I've gone back and forth on names for various things. "Passion" has been called "Drive", "Will" has been called "Stability", "Fortitude" has been called "Faith", "Reason" has been "Logic", "Creativity" has been "Empathy" . . .
Basically, I'm playing with the number 3. That's all. I'm just seeing what falls out if I make a design system based around 3s and 9s, and see if I can't make something playable.
I haven't playtested any of this yet. But I did some number-crunching. If ties go to the defender, an Active and Passive number which are the same will go to the Active about 45% of the time. If Active is +1 over Passive, Active wins about 55%. +2, Active wins about 66%, +3, 76%, +4, 84%, +5, 90%, 94%, 97%, 98% . . .
This, of course, ignores the 2.8% chance of rolling a 2, and the open-ended rolling on 12s, but since each of those is less than 3%, I figured that I can mostly ignore it in figuring odds. It only starts making a real difference around the +4 or +5 level.
I'm reasonably happy with that kind of spread. Your "bell curve" is really based around 4d6, which gives a curve I'm comfortable with for gaming purposes.

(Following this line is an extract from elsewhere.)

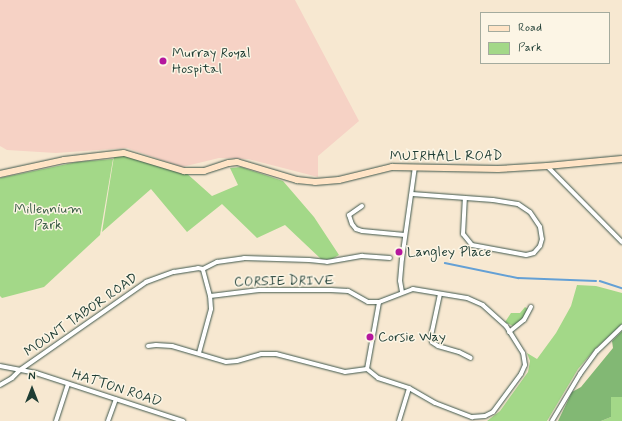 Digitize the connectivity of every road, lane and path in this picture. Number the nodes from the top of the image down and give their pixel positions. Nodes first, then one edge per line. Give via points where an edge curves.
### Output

The mental and social injury tables are, at this point, conceptual. I was imagining the social injury table to really only be used in Jane Austin-genre based games, or other societies with highly formalized social structures. I could see it used in a Norse game, for instance -- in some societies, I could see physical combat always including a social combat, as well. And the winner of one might not be the winner of the other.
I started thinking about that in a panel at Farthingcon about "Fantasy of Manners" -- a poorly-defined and developing subgenre of fantasy. One person came up with the suggestion that a fantasy was a "fantasy of manners" if you could use social tools to defeat the Big Bad, and if shaming the villian was a reasonable method of neutralizing him or her.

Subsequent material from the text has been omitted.